Security vulnerabilities

Attached to Project: Security vulnerabilities
Opened by monty099 - 28.04.2025
Last edited by nferrari - 28.04.2025

Summary:
The Academic Cloud system of the web application is vulnerable to a clickjacking attack that allows an attacker to trick a user into deleting students from their platform unknowingly.

On-click Delete any student from the Academic Cloud platform by accessing the deletion URL directly.

Steps to Reproduce:

1. Create an account or log into the Academic Cloud platform.

2. The deletion URL looks like:
https://admin.alwaysdata.com/academic/release/{student_id}

3. Create an HTML proof-of-concept file with the following content:

<a href="https://admin.alwaysdata.com/academic/release/{student_id}">click</a>

4. Host this HTML page or send it via a link to the victim.

5. Once the victim clicks on the disguised link, the student is deleted from the Academic Cloud platform without their knowledge or consent.

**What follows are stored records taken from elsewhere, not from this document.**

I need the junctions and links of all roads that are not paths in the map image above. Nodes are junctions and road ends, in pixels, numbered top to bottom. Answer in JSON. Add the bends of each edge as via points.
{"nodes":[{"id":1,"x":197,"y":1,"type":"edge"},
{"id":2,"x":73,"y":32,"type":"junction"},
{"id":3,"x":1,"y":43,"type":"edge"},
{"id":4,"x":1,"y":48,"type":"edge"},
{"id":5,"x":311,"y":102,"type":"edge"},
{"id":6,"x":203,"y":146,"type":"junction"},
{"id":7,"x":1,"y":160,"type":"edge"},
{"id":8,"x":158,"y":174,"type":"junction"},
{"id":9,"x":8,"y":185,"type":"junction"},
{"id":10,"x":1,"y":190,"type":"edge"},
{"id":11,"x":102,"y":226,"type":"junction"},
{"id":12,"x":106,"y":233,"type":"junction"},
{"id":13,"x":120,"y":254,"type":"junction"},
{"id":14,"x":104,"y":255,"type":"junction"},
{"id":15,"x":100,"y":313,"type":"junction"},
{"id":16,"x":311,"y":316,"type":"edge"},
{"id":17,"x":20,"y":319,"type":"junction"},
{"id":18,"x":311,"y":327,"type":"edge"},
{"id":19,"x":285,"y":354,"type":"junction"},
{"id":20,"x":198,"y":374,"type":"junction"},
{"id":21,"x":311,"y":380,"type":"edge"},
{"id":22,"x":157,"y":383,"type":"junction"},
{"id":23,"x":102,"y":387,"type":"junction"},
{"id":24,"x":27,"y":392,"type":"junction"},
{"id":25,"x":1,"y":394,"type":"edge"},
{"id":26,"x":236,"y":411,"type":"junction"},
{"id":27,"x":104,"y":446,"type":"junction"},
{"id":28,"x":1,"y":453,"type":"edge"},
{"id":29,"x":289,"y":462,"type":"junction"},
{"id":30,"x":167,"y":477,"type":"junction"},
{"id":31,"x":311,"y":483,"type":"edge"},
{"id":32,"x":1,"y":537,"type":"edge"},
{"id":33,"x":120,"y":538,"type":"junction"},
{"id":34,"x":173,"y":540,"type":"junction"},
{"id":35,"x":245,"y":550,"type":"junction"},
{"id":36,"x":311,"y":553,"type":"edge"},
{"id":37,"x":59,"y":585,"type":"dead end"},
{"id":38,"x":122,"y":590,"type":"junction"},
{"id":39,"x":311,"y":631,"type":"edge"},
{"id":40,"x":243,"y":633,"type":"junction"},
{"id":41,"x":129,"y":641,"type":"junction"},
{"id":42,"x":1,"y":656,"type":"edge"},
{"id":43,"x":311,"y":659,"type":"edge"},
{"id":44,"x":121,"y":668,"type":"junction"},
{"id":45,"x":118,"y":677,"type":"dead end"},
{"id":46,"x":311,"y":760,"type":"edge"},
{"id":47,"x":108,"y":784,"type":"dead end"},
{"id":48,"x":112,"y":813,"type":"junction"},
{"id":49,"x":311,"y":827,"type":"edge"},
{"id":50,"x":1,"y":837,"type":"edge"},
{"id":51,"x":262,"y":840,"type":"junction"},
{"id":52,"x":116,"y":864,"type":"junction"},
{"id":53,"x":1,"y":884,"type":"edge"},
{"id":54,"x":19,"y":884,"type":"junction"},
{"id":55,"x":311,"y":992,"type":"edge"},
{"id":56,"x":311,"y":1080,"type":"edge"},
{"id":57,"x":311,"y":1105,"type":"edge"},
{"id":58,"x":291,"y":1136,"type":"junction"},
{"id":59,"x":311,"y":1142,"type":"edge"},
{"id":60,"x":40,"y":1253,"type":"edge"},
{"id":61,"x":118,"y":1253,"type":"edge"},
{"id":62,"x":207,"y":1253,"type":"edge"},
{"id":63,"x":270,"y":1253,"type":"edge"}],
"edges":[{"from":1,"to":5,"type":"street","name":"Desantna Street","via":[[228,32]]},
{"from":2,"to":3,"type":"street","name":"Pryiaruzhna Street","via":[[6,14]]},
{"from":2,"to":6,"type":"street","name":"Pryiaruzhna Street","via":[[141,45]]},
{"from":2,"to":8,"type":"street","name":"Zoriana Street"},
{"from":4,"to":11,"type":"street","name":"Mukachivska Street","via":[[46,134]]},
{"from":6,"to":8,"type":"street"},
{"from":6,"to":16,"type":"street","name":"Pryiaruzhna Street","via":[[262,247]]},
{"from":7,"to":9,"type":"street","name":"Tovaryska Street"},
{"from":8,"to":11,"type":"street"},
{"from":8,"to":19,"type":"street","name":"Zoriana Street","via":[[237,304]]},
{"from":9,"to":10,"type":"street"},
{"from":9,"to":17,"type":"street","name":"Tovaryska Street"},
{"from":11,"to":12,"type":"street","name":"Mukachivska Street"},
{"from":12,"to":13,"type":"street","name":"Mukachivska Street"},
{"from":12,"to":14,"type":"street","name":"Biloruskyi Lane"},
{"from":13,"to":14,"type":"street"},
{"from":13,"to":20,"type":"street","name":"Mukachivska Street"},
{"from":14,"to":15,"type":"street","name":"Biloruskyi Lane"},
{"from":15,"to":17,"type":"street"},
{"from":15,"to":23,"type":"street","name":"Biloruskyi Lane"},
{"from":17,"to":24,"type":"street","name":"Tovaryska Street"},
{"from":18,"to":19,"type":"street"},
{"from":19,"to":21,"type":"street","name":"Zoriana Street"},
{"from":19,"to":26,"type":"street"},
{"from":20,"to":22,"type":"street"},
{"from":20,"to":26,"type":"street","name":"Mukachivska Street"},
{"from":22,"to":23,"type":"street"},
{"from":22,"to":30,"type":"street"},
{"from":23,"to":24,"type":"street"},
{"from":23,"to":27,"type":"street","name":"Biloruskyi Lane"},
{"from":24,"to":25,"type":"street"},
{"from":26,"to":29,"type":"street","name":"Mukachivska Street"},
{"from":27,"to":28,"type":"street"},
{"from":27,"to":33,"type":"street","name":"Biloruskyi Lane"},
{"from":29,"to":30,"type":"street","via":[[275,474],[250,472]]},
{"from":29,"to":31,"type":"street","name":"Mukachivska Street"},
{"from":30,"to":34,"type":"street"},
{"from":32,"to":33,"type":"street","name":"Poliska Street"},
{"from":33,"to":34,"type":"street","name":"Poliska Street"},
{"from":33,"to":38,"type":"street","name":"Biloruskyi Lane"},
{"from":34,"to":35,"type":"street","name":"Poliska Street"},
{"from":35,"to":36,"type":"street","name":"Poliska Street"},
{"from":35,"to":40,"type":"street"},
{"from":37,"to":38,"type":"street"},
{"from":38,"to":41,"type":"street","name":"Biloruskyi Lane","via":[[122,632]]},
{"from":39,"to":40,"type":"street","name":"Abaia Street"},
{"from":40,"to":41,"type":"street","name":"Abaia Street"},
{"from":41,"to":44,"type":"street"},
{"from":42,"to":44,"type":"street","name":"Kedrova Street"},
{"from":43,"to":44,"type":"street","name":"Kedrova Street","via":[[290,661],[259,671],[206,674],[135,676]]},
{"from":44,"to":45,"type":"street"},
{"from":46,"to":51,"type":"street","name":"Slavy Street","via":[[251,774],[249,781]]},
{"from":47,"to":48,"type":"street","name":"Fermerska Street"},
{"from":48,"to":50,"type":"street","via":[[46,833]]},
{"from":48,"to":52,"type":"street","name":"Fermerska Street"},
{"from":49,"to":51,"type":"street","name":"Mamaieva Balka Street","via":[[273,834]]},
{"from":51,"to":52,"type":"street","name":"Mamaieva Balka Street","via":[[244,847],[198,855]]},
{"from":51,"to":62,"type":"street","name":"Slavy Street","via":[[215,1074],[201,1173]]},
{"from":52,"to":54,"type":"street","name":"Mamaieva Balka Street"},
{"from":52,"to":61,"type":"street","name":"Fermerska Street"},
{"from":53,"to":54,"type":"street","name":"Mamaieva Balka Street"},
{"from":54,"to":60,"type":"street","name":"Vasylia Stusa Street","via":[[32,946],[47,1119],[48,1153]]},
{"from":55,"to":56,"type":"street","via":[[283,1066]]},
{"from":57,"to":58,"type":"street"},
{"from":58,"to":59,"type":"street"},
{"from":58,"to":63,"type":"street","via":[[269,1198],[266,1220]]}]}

An attacker can exploit this vulnerability by sending a direct link to the target (administrator or teacher) who has access to manage student accounts.

###POC: https://admin.alwaysdata.com/support/86502/

Impact:
The exploit enables unauthorized deletion of students from the Academic Cloud platform. This can lead to the loss of critical student data and disrupt academic processes, potentially damaging data integrity and undermining the platform’s security.